- Born: 1946 (age 79–80) Jackson, Mississippi
- Education: University of Southern Mississippi
- Awards: AIGA medal in 2014
- Website: https://willoughbydesign.com/

= Ann Willoughby =

American graphic designer

Ann Willoughby (born 1946) is an American graphic designer and founder of Willoughby Design Group (formerly Ann Willoughby & Associates) based in Kansas City, Missouri.

== Biography ==
Willoughby was born in 1946 in Jackson, Mississippi. She attended the University of Southern Mississippi and received her Bachelor of Fine Arts degree in Fine Art and Design in 1968.

In 1972, she met Milton Glaser at the Aspen Design Conference. Glaser encouraged her to continue in the profession despite her intention to quit. In 1974, she started a small design business, which allowed her time with her family and to pursue her professional endeavors. She also attracted women looking for the flexibility to accommodate life with children, which was uncommon at the time.

In 1978, she founded Ann Willoughby & Associates (now Willoughby Design Group) in Kansas City, where she has worked with Lee Jeans, Einstein Bros. Bagels, and Hallmark. Her firm still supports young female designers and has worked on various design initiatives.

Willoughby received an American Institute of Graphic Arts (AIGA) medal in 2014. She was the first in the association’s Kansas City chapter to receive the medal.

== Willoughby Design Group ==

=== History ===
Ann Willoughby & Associates, now Willoughby Design, was founded in 1978 in Kansas City. In 2003 her firm redesigned public transportation in Kansas City. Her firm has worked with many clients, such as Interstate Brands Corporation, H&R Block, and Lee Apparel Company. They design ads, sales materials, and annual reports. They have also created ads, logos, and packaging for J.E. Dunn Construction Company, the Country Club Plaza, and Farm to Market Bread Company.

In 1989, the annual revenue was less than $500,000. Willoughby sold 70 percent of her company to LPK in 1989, one of the country's top 10 packaging design firms. After five years, LPK sold the interests back. In 1996, the firm saw an increased revenue of about $1.7 million.
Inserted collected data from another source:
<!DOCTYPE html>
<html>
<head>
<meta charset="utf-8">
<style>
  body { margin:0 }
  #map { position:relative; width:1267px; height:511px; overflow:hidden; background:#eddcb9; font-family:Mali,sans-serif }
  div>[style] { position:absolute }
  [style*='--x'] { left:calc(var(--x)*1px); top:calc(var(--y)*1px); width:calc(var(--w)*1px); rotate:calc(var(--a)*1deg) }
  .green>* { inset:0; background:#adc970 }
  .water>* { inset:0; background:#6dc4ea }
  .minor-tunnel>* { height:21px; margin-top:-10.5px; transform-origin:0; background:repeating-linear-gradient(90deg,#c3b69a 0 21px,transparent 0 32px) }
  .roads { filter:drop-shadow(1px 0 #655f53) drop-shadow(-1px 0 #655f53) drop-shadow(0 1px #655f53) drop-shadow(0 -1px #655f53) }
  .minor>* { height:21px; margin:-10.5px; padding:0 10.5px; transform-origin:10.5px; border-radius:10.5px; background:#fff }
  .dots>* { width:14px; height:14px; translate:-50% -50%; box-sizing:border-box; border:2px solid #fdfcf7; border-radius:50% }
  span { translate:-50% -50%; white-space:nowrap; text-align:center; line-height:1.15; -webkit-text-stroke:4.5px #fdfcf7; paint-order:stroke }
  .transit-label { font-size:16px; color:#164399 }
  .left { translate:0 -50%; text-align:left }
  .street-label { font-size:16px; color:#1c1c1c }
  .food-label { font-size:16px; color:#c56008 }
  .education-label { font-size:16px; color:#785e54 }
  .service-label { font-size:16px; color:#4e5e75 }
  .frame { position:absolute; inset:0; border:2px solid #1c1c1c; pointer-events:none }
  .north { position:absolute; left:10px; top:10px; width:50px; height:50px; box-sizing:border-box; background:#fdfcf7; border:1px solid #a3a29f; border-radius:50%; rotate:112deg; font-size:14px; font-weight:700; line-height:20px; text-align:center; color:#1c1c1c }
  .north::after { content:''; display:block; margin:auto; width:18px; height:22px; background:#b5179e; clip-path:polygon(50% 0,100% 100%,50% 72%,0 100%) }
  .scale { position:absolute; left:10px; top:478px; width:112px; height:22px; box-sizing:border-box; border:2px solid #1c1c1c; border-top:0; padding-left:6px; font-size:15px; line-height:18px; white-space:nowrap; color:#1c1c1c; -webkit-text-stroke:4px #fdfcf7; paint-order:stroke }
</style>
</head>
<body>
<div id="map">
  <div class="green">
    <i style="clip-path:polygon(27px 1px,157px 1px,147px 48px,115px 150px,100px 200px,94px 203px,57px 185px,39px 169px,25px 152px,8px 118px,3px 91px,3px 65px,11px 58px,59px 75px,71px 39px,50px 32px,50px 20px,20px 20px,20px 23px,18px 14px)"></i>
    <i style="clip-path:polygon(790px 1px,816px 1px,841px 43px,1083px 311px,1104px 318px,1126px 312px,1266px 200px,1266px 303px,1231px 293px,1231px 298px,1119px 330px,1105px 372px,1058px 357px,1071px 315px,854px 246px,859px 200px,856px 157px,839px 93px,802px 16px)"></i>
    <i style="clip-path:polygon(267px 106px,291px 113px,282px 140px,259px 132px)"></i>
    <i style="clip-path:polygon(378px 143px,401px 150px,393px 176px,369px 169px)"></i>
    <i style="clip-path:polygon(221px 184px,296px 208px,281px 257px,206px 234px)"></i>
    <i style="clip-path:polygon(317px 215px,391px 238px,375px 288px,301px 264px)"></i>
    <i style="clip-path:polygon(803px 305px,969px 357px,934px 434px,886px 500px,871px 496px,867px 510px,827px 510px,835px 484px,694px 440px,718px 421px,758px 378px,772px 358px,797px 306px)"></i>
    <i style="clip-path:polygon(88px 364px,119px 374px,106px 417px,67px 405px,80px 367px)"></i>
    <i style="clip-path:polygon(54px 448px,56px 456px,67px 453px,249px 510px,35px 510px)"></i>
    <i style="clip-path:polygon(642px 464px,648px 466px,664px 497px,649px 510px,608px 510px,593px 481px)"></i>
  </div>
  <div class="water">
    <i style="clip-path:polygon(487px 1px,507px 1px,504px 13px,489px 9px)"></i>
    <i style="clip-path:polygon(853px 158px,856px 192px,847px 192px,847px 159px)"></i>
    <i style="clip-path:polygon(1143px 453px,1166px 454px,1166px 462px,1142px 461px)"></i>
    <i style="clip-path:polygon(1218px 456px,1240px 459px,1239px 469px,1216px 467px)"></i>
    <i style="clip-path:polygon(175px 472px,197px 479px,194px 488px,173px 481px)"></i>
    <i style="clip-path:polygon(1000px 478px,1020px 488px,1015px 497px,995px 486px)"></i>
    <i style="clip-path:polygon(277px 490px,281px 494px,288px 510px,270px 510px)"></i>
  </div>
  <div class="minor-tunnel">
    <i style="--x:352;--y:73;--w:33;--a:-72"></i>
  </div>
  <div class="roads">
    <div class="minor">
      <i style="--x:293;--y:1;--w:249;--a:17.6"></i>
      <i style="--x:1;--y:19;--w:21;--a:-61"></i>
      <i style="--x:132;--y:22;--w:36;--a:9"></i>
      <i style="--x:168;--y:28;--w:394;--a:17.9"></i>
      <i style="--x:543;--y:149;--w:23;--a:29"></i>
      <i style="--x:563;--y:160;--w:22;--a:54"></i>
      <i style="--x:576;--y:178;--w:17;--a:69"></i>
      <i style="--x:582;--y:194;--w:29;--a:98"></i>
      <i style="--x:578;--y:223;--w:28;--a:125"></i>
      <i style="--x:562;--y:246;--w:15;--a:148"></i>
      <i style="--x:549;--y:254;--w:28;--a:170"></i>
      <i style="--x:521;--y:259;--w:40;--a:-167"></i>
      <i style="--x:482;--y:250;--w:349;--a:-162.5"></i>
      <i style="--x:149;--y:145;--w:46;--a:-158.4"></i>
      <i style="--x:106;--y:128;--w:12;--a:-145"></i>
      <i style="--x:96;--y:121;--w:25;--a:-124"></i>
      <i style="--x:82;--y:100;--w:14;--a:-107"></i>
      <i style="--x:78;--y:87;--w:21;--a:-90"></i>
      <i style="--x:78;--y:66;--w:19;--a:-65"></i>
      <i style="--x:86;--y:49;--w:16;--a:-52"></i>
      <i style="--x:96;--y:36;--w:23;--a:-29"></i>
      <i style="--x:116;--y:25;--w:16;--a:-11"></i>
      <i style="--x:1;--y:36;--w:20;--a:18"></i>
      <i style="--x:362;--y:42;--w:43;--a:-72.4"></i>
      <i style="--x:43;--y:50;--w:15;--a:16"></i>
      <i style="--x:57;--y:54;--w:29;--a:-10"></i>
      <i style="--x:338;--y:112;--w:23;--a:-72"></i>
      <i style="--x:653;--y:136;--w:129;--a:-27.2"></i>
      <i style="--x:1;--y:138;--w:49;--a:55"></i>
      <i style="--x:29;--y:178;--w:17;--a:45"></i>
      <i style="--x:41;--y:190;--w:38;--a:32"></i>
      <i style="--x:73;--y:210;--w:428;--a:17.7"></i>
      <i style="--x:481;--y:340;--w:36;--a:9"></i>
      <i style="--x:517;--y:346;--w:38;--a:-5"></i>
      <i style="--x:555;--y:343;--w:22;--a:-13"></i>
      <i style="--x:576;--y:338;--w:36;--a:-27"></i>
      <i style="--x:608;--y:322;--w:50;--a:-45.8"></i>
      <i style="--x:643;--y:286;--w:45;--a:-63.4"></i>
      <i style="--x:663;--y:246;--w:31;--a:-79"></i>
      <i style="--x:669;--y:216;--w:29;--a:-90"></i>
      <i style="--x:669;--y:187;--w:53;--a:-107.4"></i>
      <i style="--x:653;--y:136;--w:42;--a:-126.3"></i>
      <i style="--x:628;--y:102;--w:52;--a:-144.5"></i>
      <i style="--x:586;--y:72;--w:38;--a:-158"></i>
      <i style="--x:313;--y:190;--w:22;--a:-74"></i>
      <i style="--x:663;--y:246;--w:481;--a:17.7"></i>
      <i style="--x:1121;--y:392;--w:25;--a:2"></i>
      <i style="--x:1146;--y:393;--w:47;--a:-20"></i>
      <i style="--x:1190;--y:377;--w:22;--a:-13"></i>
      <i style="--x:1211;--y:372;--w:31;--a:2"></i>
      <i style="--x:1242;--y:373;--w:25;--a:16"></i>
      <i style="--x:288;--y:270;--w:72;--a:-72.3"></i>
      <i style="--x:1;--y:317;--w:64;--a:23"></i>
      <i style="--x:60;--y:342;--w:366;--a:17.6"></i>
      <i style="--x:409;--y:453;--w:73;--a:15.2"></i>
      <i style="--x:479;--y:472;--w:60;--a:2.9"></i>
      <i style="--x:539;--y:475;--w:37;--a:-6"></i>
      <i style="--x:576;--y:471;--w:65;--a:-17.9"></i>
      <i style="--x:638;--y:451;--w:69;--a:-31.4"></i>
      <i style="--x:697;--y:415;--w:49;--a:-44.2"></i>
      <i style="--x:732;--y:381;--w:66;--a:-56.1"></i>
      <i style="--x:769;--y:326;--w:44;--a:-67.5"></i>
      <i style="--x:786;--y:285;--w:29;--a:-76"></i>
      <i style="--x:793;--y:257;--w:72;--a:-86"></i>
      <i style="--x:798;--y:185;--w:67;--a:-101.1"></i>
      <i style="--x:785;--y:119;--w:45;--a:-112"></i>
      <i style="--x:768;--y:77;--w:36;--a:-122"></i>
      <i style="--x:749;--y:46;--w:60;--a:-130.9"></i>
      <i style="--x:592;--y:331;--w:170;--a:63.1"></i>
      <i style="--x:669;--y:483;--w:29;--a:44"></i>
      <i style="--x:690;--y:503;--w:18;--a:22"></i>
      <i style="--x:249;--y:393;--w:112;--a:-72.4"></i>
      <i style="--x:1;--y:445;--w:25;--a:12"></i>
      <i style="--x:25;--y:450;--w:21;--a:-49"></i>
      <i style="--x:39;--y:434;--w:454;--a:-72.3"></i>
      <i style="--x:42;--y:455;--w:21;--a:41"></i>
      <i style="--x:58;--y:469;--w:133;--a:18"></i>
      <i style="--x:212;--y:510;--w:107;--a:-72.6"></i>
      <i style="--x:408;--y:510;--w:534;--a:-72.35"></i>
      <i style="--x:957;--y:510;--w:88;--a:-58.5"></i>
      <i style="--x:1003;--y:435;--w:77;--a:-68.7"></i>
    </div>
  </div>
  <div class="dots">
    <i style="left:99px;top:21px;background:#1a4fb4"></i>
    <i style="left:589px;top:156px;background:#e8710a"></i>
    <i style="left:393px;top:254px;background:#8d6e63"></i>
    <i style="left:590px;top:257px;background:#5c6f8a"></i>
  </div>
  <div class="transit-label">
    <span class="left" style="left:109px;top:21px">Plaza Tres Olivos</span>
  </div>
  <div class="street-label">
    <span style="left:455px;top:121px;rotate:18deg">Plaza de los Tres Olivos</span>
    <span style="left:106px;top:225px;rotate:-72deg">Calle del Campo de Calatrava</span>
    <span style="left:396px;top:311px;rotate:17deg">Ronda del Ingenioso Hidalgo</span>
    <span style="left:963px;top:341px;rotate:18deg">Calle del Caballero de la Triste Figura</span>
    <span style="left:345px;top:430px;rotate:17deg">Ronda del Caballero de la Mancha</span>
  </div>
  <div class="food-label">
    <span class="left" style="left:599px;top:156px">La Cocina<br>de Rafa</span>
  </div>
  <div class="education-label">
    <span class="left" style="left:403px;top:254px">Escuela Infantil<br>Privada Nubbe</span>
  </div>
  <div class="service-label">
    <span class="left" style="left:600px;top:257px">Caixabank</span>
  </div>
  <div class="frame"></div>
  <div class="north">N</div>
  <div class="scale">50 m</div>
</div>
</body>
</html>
One of her most recognizable works was her firm's design for the Bagel & Bagel chain of restaurants, first opening in 1987. The design survived a merger in 1995 with three other regional bakeries. They also launched a new coffee identity for Bagel & Bagel and continued to do more identity and packaging projects.

=== Clients ===
Numerous clients of Willoughby Design include civic and non-profit organizations, corporate health and wellness products, restaurants, and shops. The business provides a range of services, including brand development, promotions, consumer goods, digital, environmentally friendly packaging, and video.

==== Non-profits ====
Willoughby Design has created campaigns for Design Industries Foundation Fighting AIDS (DIFFA), Deliver Now for Women and Children, and American Institute of Graphic Arts Get Out The Vote. In 2012, Willoughby's partner Zack Shubkagel served as the National Chair for the Get Out the Vote project by the American Institute of Graphic Arts and designed displays in Kansas City and at New York City's National American Institute of Graphic Arts offices.

==== Corporate ====
Corporate clients have included brand systems for veterinary companies, Neenah Paper, and health and wellness companies.

==== Packaging ====
Willoughby Design has created packaging solutions for Hershey's, Williams Sonoma, and Panera, among others.